Re: [ZODB-Dev] Recovering from BTree corruption

2007-09-27 Thread Jim Fulton


On Sep 12, 2007, at 10:28 AM, Jim Fulton wrote:
...

  - checkbtrees.py
  - fstest.py


There's an fsrefs script that checks internal references I believe.


fsrefs.py shows loads of problems in both the data.fs and the  
resources.fs.

probably  200 entries per database. i.e.

oid 0xD87110L BTrees._OOBTree.OOBucket
last updated: 2007-09-04 14:43:37.687332, tid=0x37020D3A0CC9DCCL
refers to invalid objects:
oid ('\x00\x00\x00\x00\x00\xb0+f', None) missing: 'unknown'
oid ('\x00\x00\x00\x00\x00\xb0N\xbc', None) missing:  
'unknown'
oid ('\x00\x00\x00\x00\x00\xb0N\xbd', None) missing:  
'unknown'
oid ('\x00\x00\x00\x00\x00\xd7\xb1\xa0', None) missing:  
'unknown'
oid ('\x00\x00\x00\x00\x00\xc5\xe8:', None) missing:  
'unknown'
oid ('\x00\x00\x00\x00\x00\xc3\xc6l', None) missing:  
'unknown'
oid ('\x00\x00\x00\x00\x00\xc3\xc6m', None) missing:  
'unknown'

oid ('\x00\x00\x00\x00\x00\xcahC', None) missing: 'unknown'
oid ('\x00\x00\x00\x00\x00\xaf\x07\xc1', None) missing:  
'unknown'

...


  - How do I tell if something is a reference to another database?


I don't know how to do this with fsrefs.  I'm not 100% sure that  
fsrefs recognizes cross-database references.


I did a little looking at fsrefs.  It doesn't analyze the types of  
references. It just tries to load objects.  This approach, aside from  
being less informative than it should be, totally fails with multiple  
databases. Cross-database references will always be reported as  
missing by fsrefs.





I'll try to make some time in the next few days to look at this issue.


Man it's hard to make time ...



I'll look at fsrefs a bit more closely to:

  - make sure it understands cross-database references, and


It doesn't.

  - Make sure it reports whether missing references are local or  
remote.


Haha ;)

I'd like to decide what to do next based on this investigation.  In  
particular, I want to be sure if the problems you are having are  
actually due to cross-database reference issues.


I'll also look at writing a tool that might be able to recover lost  
objects from backup databases.  The idea is that a tool would scan  
a database for missing oids save the list to files, separating  
references to different databases.  Then there'd be another tool  
that would read this list and a list of old database files and scan  
the files looking for oids in the list and extracting records if  
they are found.


I spent some time on an analyses tool.

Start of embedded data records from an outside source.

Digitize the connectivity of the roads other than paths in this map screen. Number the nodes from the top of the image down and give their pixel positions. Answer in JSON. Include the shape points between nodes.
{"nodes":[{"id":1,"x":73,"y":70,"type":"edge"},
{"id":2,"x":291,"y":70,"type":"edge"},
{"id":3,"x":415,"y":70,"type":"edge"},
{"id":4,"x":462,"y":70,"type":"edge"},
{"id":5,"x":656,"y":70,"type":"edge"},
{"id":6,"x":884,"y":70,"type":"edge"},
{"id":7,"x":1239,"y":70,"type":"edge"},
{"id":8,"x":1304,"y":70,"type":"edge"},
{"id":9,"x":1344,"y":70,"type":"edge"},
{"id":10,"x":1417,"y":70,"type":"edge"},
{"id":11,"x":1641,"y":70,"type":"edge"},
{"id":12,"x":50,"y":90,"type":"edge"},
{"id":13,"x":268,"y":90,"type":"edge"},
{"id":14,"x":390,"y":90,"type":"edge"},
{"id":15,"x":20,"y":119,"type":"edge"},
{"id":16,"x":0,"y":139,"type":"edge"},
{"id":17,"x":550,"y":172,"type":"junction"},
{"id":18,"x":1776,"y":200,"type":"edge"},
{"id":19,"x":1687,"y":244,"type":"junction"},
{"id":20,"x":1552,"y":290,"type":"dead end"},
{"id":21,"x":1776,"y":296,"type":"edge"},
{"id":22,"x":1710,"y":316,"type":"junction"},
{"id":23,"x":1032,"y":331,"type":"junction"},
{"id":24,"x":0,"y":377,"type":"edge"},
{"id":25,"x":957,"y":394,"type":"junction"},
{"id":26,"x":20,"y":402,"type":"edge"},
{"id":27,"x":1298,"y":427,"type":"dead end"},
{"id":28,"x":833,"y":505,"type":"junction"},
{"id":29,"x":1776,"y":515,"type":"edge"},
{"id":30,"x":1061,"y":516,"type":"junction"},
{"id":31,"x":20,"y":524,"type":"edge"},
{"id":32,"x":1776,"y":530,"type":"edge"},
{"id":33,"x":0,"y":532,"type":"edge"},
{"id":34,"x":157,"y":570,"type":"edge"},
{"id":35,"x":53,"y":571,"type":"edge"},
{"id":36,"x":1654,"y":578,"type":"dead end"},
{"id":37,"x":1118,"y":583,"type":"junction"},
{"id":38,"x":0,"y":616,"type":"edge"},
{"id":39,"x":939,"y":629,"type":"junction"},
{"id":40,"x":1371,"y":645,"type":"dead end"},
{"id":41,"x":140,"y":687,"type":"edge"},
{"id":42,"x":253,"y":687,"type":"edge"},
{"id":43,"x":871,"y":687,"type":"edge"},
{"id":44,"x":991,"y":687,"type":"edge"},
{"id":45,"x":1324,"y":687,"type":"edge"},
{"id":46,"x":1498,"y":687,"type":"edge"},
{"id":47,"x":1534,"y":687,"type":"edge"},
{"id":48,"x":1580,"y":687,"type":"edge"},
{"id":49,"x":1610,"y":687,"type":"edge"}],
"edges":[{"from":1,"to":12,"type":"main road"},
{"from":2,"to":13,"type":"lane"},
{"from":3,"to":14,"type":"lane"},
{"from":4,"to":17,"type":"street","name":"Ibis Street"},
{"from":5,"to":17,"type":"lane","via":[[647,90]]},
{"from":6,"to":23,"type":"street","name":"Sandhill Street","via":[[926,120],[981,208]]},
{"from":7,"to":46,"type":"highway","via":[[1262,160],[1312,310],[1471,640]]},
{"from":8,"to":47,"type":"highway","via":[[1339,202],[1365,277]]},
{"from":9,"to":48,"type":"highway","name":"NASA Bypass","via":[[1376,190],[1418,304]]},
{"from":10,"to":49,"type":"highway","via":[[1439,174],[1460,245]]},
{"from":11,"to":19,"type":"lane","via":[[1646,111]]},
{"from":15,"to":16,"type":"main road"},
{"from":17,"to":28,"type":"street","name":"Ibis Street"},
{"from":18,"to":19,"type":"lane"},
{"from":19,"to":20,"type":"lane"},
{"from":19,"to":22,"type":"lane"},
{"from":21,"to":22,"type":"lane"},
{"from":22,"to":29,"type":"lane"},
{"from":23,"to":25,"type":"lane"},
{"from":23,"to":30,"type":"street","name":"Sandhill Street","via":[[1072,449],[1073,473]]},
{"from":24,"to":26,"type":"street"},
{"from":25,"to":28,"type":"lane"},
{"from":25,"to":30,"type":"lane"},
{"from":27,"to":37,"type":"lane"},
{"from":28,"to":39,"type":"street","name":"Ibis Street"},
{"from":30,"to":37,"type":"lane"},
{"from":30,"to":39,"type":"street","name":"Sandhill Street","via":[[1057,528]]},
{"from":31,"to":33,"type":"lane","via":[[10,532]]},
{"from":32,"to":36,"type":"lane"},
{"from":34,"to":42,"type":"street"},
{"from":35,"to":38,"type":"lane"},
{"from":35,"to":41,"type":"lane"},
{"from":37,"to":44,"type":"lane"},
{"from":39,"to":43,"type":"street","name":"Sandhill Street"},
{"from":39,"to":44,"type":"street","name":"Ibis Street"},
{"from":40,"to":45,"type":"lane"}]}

See:

  http://svn.zope.org/zc.fsutil/branches/dev/

and especially:

  http://svn.zope.org/zc.fsutil/branches/dev/src/zc/fsutil/ 
references.txt?view=auto


It will help you figure out if you have holes and separate cross- 
database and local references.  You may have to work a little though.  
The data structures produced will allow you to analyze broken cross- 
database references in a way that should be fairly obvious. (Hint,  
you'll have to generate data for each database and make sure that all  
of oids mentioned in the set of cross-database references are  
actually present in the named databases.)


A major challenge is handling large databases.  We have databases  
will millions of objects and I kept having to trim the amount of data  
analyzed to fit the data structures in memory.  It is interesting to  
look at the evolution of the data structures over the last couple of  
days yesterday as I tried to cope with scale.


The obvious next step is to store data in a database rather than  
memory.  This will slow things down, but will allow me to work with  
arbitrarily large databases and keep richer data structures.


Assuming that you still care about this (you've been quiet :), I  
suggest using this tool to find the holes. (You can also use it to  
find the objects that refer to the missing objects.)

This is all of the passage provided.